The Jew’s Stone: dissolving kidney stones

Lapis judaicus listed in Pharmacopoea Roterodamensis galeno-chymica, of Rotterdamsche galenische en chymische Apotheek, 1735.

Lapis judaicus listed in the
Pharmacopoea Roterodamensis galeno-chymica, of Rotterdamsche galenische en chymische Apotheek, 1735.

Last week, I attended an excellent workshop on Gems in Transit, organised by Michael Bycroft. In my paper, I discussed the slow but steady disappearance of gemstones from eighteenth-century medicine and pharmacy. On one of my slides I showed a page from an eighteenth-century Dutch city pharmacopeia listing which minerals an apothecary should keep in his shop, to illustrate that gemstones were still a standard ingredient. One of the other participants, reading the list, asked me: “What’s Lapis judaicus or Jew’s stone?” Good question. I had assumed it was an iron ore, as it was listed alongside Lapis haematitis and Lapis lazuli – both metal ores in a sense, and as I was focussing on gemstones for this paper, I had not investigated it any further.

Jew's stones and crinoid stems, depicted in Michaelis Mercati,  Samminiatensis Metallotheca. Rome:Jo. Mariam Salvioni, 1717-1719.

Jew’s stones and crinoid stems, depicted in Michaelis Mercati, Samminiatensis Metallotheca. Rome: Jo. Mariam Salvioni, 1717-1719.

Yet now I was curious, and a quick search shows that Lapis judaicus is something different altogether: namely the spines of certain cidaroid echinoids (a sort of sea urchins), in particular the now extinct Balanocidaris, a kind of pencil urchin. Christopher Duffin has published an article on the history of the medicinal use of the Jew’s Stone, from which it appears that from Roman times until the eighteenth century, recipes circulated recommending the ingestion of powdered or shaved Jew’s Stone in water as a cure against kidney stones.[1] He suggests that this was a case of sympathetic medicine, in which a cure is materially related to the condition it treats; i.e. animal eyes to cure an eye disease in humans, a dissolved, vaguely kidney-shaped ‘stone’ to dissolve kidney stones. The name Jew’s stone probably referred to Judea, were most of these fossils were found – although they occur around the entire Mediterranean.

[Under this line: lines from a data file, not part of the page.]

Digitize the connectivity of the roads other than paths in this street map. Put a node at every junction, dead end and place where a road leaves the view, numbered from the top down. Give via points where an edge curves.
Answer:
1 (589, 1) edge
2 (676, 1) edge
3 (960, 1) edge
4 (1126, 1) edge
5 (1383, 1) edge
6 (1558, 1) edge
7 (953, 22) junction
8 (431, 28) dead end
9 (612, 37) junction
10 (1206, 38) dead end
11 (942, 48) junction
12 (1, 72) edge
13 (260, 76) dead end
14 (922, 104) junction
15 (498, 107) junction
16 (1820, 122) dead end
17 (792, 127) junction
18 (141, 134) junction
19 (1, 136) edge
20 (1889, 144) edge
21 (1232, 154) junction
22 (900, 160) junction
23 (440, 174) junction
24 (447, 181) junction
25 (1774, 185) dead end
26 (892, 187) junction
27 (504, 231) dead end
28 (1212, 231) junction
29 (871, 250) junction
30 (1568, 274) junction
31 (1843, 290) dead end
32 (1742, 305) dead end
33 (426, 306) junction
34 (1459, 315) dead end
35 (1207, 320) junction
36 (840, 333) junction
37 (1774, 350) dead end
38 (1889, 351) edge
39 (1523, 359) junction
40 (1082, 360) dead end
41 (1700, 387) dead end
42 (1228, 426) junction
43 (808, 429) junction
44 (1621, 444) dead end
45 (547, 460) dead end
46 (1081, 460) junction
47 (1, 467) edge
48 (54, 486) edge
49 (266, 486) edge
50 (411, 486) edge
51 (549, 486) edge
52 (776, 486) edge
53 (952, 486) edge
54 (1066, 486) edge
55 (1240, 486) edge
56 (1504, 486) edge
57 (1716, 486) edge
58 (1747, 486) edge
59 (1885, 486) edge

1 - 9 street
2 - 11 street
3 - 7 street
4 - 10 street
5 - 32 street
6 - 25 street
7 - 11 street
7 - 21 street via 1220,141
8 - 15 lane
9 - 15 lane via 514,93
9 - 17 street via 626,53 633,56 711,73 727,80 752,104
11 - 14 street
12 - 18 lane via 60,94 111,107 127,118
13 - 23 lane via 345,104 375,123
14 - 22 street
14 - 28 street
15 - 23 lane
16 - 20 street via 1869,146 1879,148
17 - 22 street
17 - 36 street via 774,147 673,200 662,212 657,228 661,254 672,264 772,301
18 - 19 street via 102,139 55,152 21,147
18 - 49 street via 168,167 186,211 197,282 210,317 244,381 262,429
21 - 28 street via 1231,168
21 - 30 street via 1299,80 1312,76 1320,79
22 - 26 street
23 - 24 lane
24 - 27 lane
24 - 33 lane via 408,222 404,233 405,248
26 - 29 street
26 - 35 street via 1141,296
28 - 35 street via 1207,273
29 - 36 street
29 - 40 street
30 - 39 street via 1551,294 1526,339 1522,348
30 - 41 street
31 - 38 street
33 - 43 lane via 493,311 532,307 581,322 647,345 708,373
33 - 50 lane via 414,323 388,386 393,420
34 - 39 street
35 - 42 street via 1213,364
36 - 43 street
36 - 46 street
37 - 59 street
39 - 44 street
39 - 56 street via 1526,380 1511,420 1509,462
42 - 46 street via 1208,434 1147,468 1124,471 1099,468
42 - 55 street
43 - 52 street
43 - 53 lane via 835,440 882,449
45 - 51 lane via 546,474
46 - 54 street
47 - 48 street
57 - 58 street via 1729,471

A Balanocidaris marginata fossil. Source: Wikimedia Commons

A Balanocidaris marginata fossil. Source: Wikimedia Commons

What surprised me even more though was that one of the first links I found was to a recent article in the Journal of Ethnopharmacology, which described a study in which patients with kidney stones were treated with 2 g of Lapis judaicus powder in hard capsules per day for 10 weeks. In total, sixty patients with kidney stones were included in the double-blind randomized clinical study. Thirty patients received the Lapis judaicus capsules and thirty others received a placebo for the same period. The size of the kidney stones reduced significantly in the drug group; in nine patients, the stone was even completely dissolved.[2]

Ethnopharmacology is concerned with the documentation of indigenous medical knowledge and the scientific study of indigenous medicines, or in this case rather historical medical knowledge and medicine, to contribute to modern medicine. This is not as far-fetched as it may seem – the Lapis judaicus study is not the only recent example of a historical pharmaceutical recipe that proved effective in clinical trial. Earlier this year, researchers at the University of Nottingham found that a medieval eye remedy containing onion and garlic killed MRSA bacteria. Although medical doctors were quick to point out that something that works in a clinical trial can be very hard to translate into an effective, commercially available drug, these cases suggest that historical pharmaceutical recipes may be more relevant for the present than we think.

[1] Duffin, Christopher. J. ‘Lapis Judaicus or the Jews’ stone: the folklore of fossil echinoid spinesProceedings of the Geologists’ Association, Volume 117, Issue 3, 2006, 265–275.

[2] Faridi, P. et al, ‘Randomized and double-blinded clinical trial of the safety and calcium kidney stone dissolving efficacy of Lapis judaicus.’ Journal of Ethnopharmacology, Vol. 156, 28 October 2014, 82-87.